Five: The time traveler posts an acceptance letter from a California dental college, complete with a nine-hundred-dollar bonus if the artist enrolls in the next two weeks. The painting is bigger again, and the bio on the wall mentions, as a humorous bit of trivia, that the artist briefly considered dental school. Can you imagine, it says. The artist as a dentist! The time traveler resents the exclamation point, as do all the dentists who pass through the museum.
Six: The time traveler sets explosive charges under the apartment, and blows them when no one is home. Upon return, the painting is still there, and now a tour guide is lecturing on the painter’s subsequent madness. The artist, he says with an air of enlightened detachment, claimed to have created a series of paintings using his own waste—which his wife unfortunately destroyed. The tourists make faces.
Seven: The time traveler sets fire to the unfinished painting. The painting is still there.
Eight: The time traveler pours acid on the unfinished painting. The painting is still there.
Nine: The time traveler paints over the unfinished painting.
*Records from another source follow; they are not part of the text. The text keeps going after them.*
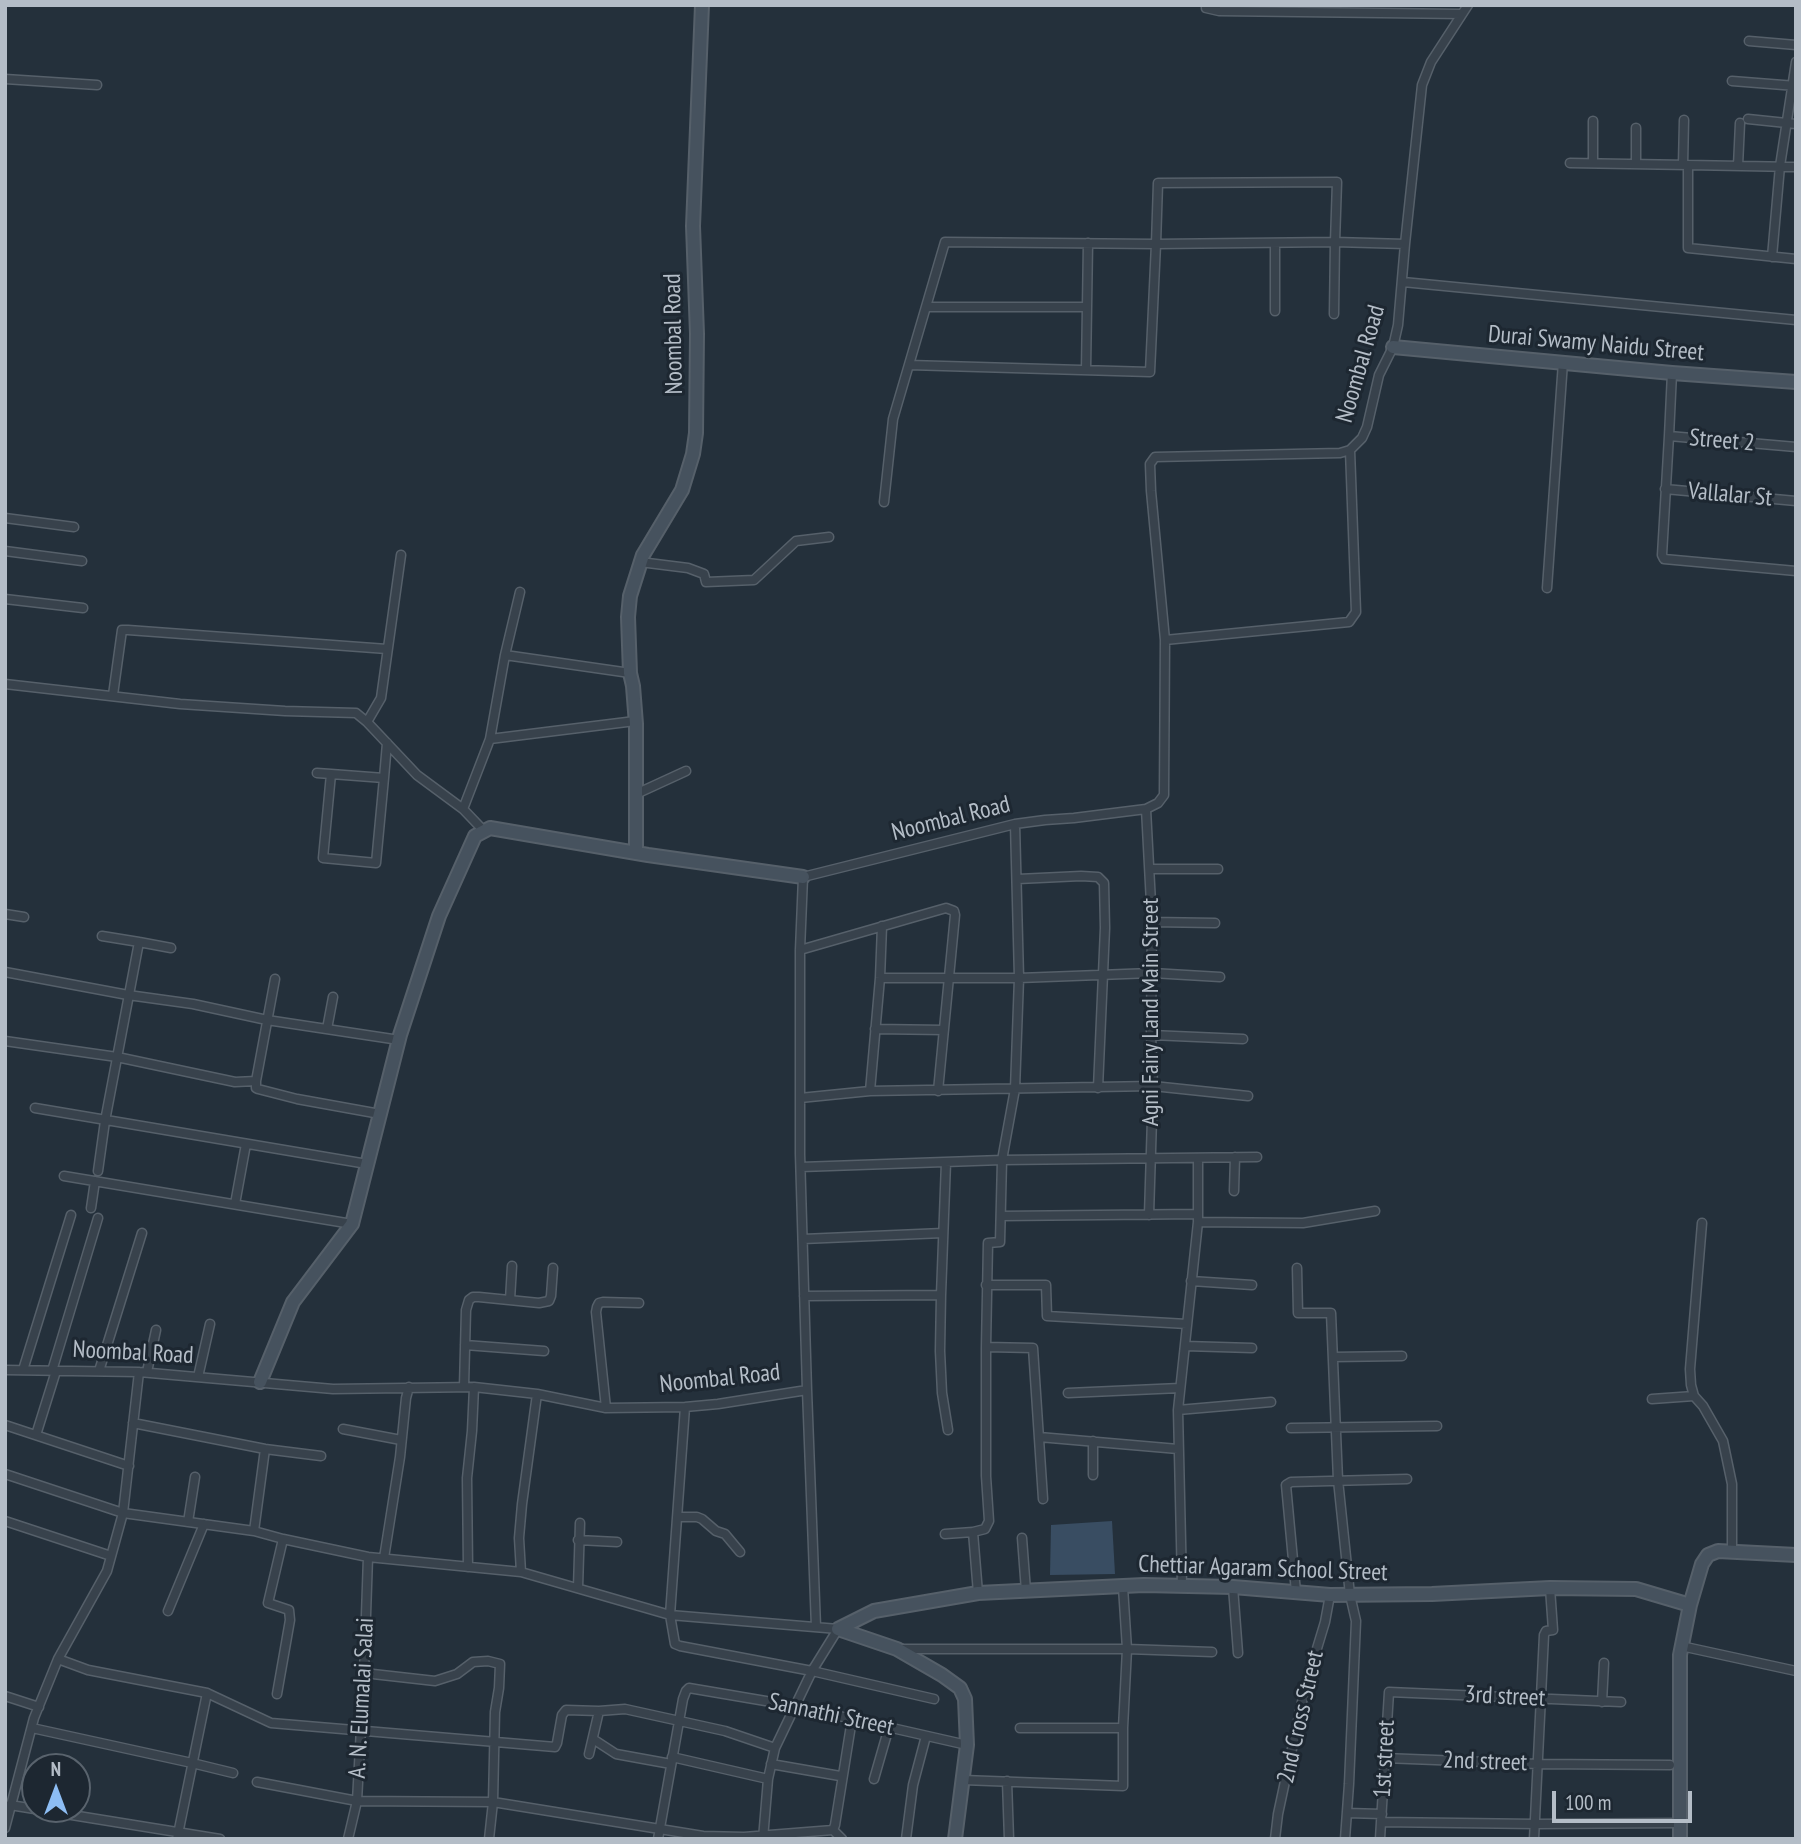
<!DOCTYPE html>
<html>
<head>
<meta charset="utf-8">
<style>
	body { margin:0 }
	#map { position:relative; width:1801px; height:1844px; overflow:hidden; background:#24303b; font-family:"PT Sans Narrow",sans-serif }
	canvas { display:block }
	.frame { position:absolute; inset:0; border:7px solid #b4bdc7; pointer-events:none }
	.north { position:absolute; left:21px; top:1753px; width:70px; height:70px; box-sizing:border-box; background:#1d2731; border:2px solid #59636d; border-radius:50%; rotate:0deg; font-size:19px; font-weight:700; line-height:28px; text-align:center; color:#b4bdc7 }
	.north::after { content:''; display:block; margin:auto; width:24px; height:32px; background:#8dbdf3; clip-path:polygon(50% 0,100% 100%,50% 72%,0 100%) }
	.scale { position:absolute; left:1552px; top:1791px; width:140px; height:32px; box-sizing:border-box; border:4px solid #b4bdc7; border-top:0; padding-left:9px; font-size:21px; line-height:24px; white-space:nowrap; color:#b4bdc7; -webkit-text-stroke:5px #1d2731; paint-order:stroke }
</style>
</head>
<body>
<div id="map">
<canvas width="1801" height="1844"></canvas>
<div class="frame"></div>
<div class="north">N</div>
<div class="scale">100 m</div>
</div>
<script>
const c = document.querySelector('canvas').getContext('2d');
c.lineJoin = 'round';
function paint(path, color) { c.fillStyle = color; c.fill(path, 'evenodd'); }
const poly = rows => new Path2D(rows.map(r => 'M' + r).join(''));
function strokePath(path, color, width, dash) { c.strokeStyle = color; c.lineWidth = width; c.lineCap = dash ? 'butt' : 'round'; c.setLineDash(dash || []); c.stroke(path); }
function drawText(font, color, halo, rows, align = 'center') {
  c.font = font + ' "PT Sans Narrow",sans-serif'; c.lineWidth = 6; c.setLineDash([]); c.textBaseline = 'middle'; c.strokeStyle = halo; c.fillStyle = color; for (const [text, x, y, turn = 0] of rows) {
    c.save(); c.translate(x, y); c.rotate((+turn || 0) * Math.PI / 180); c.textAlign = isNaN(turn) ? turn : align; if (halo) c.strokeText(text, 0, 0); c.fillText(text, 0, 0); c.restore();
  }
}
paint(poly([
	[1112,1521,1115,1574,1050,1575,1051,1525]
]), '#394d62');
const street = poly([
	[1206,5,1206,8,1219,11,1462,14],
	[1749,41,1796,45],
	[5,79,97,85],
	[1732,81,1796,86],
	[1748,119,1796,124],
	[1593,121,1593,163],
	[1570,163,1688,165],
	[1636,164,1636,128],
	[1683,165,1684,120],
	[1738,166,1740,123],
	[1796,167,1688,165,1688,248,1796,259],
	[1772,257,1780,166,1796,62],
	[1403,282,1796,320],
	[926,307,1087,307],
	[1275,311,1275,243],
	[909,365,1150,372,1156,244,1335,242,1334,314],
	[1086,370,1088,243],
	[1672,373,1669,436,1796,447],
	[1669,436,1662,555,1664,559,1796,571],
	[1665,489,1796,501],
	[884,502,893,419,945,242,1156,244,1158,183,1337,182,1335,242,1405,244],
	[5,518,74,527],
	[5,551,82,561],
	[640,562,688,568,704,574,706,582,754,580,796,541,829,537],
	[1547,588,1563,362],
	[5,599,83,608],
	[1165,640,1349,622,1356,612,1350,450],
	[505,655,630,673],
	[5,684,180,704,285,711,356,713,367,722,417,775,463,809,484,831],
	[113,695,122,630,128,630,387,649],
	[367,722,381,698,401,555],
	[490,739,635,721],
	[317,773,331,774],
	[384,778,376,863,323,858,331,774,384,778,387,743],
	[636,794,686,771],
	[463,809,490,739,505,655,520,592],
	[1146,809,1152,922,1151,1035,1153,1086,1149,1215],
	[1150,869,1218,869],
	[1018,879,1081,876,1098,877,1104,883,1105,928,1098,1088],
	[5,914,24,917],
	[1152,922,1215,923],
	[139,942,171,948],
	[800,950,946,908,954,911,955,915,938,1091],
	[5,972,128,995,193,1004,267,1020,399,1040],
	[880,978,1019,978,1152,973,1220,977],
	[327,1029,333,997],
	[875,1029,944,1030],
	[1151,1035,1243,1039],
	[5,1041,117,1057,235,1082,256,1081,275,979],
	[256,1081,256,1088,258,1089,297,1099,380,1114],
	[870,1091,880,978,882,926],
	[800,1098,870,1091,1153,1086,1248,1096],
	[35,1108,367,1164],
	[801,1167,1002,1160,1257,1157],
	[98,1171,105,1121,139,942,102,936],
	[64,1176,352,1224],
	[1234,1191,1235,1157],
	[235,1204,246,1144],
	[91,1208,95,1181],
	[1001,1216,1198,1214],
	[1198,1222,1303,1223,1375,1211],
	[803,1239,943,1233],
	[1297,1268,1298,1313,1331,1313,1338,1480,1350,1595,1356,1621,1349,1784,1345,1839],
	[1191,1281,1252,1285],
	[986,1285,1046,1285,1047,1316,1187,1324],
	[941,1295,940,1351,942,1393,948,1430],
	[804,1296,941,1295,946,1162],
	[510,1300,512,1266],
	[465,1345,544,1351],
	[1185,1346,1252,1348],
	[986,1347,1033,1348,1043,1499],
	[1333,1357,1402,1356],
	[5,1370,139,1372,333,1389,474,1387,537,1394,606,1408,685,1407,718,1404,807,1390,800,1154,800,950,803,877,1015,824,1045,820,1074,818,1146,809,1158,803,1164,795,1165,640,1151,491,1150,464,1155,457,1340,453,1350,450,1362,438,1367,427,1379,375,1393,347,1398,325,1405,244,1422,85,1431,62,1468,5],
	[23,1370,71,1215],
	[52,1371,98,1218],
	[99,1371,142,1233],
	[147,1372,156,1330],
	[198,1377,210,1324],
	[464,1387,466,1310,469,1300,473,1297,479,1297,539,1303,549,1301,551,1296,553,1268],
	[807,1390,816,1627],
	[1068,1393,1180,1388],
	[1694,1396,1691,1385,1690,1369,1702,1223],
	[1652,1399,1694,1396,1703,1406,1723,1441,1732,1484,1732,1551],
	[685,1407,670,1615,675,1644,680,1646,812,1671,934,1699],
	[606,1408,596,1312,597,1307,599,1303,603,1302,639,1303],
	[1178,1410,1271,1402],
	[133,1423,265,1449,321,1456],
	[5,1425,129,1466],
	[1291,1428,1437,1426],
	[343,1429,401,1440],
	[36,1435,56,1371],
	[1039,1437,1178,1449],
	[5,1474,123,1513,254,1531,283,1539,368,1557,521,1572,670,1615,838,1629,812,1671,775,1748,768,1779,763,1839],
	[1093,1475,1093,1441],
	[677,1517,697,1517,702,1519,716,1531,725,1534,740,1552],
	[5,1521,111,1556],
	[188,1522,195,1477],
	[254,1531,265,1449],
	[973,1532,985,1529,989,1521,986,1476,986,1347,988,1243,1000,1242,1002,1160,1015,1089,1019,978,1015,824],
	[945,1534,973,1532,978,1593],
	[1022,1538,1026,1591],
	[578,1540,617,1542],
	[384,1558,400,1457,406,1398,409,1387],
	[468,1567,467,1478,472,1431,474,1387],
	[521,1572,519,1538,522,1504,537,1394],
	[1182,1585,1178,1410,1198,1222,1198,1158],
	[1233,1587,1238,1653],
	[578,1588,580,1523],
	[1296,1592,1286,1485,1291,1482,1407,1479],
	[168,1611,204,1524],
	[1681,1646,1796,1671],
	[900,1649,1127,1649,1212,1652],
	[58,1659,88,1670,207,1693,271,1723,555,1747,557,1743,562,1715,566,1710,599,1711,625,1709,725,1731,775,1748],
	[364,1673,435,1681,457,1674,473,1662,488,1661,500,1664,499,1688,495,1712,493,1802,489,1839],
	[277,1694,290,1620,289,1610,268,1603,283,1539],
	[5,1696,39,1707],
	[1602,1702,1604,1663],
	[1621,1702,1389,1692,1381,1822,1536,1824,1680,1823],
	[32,1728,192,1763,233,1773],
	[1020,1728,1123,1728],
	[593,1739,616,1754,671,1764],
	[589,1754,599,1711],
	[672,1757,768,1779],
	[1384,1758,1538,1764,1670,1765],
	[771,1764,840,1776],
	[874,1779,889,1727],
	[963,1780,1123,1786,1123,1728,1127,1649,1123,1587],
	[1007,1781,1009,1839],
	[257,1782,357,1801,493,1802,703,1836,744,1837,833,1830],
	[10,1805,220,1839],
	[1347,1813,1382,1814],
	[5,1828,34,1718,58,1659,107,1571,123,1513,139,1372],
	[833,1830,835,1825,852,1719],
	[833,1830,842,1839],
	[177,1839,207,1693],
	[348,1839,357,1801,364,1673,368,1557],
	[658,1839,683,1699,686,1691,689,1688,795,1706,967,1745],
	[906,1839,913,1785,926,1736],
	[1275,1839,1278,1814,1305,1688,1325,1622,1330,1595],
	[1380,1839,1381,1822],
	[1534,1839,1544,1635,1546,1631,1553,1630,1550,1588]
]);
const secondary = poly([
	[1393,347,1672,373,1796,382],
	[636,853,636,724,633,686,630,673,628,617,630,596,643,555,682,490,693,454,696,433,697,334,693,226,702,5],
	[260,1382,293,1302,352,1224,400,1035,439,916,475,836,490,828,648,855,803,877],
	[838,1629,874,1611,978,1593,1144,1585,1233,1587,1330,1595,1432,1594,1550,1588,1636,1589,1690,1605],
	[838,1629,897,1649,942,1675,960,1688,965,1699,967,1745,955,1839],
	[1680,1839,1680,1655,1690,1605,1702,1564,1708,1555,1718,1551,1796,1555]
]);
strokePath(street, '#56606a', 11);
strokePath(secondary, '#56606a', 16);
strokePath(street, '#38424c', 8);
strokePath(secondary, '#46525e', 12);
drawText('24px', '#b4bdc7', '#1d2731', [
	["Noombal Road",674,334,-91],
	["Durai Swamy Naidu Street",1596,344,5],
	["Noombal Road",1361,364,-74],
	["Street 2",1722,441,5],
	["Vallalar St",1730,495,5],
	["Noombal Road",951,819,-14],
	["Agni Fairy Land Main Street",1151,1012,-90],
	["Noombal Road",133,1353,3],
	["Noombal Road",720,1379,-6],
	["Chettiar Agaram School Street",1263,1569,2],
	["3rd street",1505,1697,3],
	["A. N. Elumalai Salai",362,1698,-87],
	["Sannathi Street",831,1715,12],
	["2nd Cross Street",1301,1717,-77],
	["1st street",1385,1759,-87],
	["2nd street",1485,1762,2]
]);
</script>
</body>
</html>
The painting is still there.
Ten: The time traveler steals the unfinished painting and buries it in the past of the past. The painting is sti
ll there.
Eleven: The time traveler curses, cuts, spits on, slashes, saws in half, kicks, pours water over, blowtorches, burns to bits, eats the ashes of, smashes the easel around, throws out the paints for, and washes her hands of the unfinished painting. In triumph, she returns to the museum.
The painting is still there. It hangs, suspended, “like an artfully falling ocean,” says a pretentious young gentleman in a straw boater and suspenders. The time traveler thinks of artfully falling anvils instead.
Twelve: The time traveler steals the unfinished painting and takes it back to the future, where it disappears like smoke upon arrival. And the painting is still there, is still there, is still there, is still there—is still hanging in the gallery and now it is titled Perseverance. The time traveler feels the unfairness of this keenly. She has persevered. She has not succeeded. She has not made him see his own sad end, there in that bedroom with his failures and his guns and his useless, incomprehensible war with the painting. All that genius given, all that misery marked for both of them.
Thirteen: The time traveler finds the muse at her lunch. She watches the muse eat her sandwich with gusto: tomato and cheese on thick slabs of crusty bread. She watches the muse gulp down wine, watches her strong white teeth and her smooth white throat. The time traveler sighs. She was more in love with life than with him—she’d never have believed how black and long the days could stretch over her, mean and empty, like shadows in the winter. She takes out the pill, drops it into the muse’s wineglass. She leaves before the gray eyes can close. She still needs them to see, just for a moment until the timeline catches up.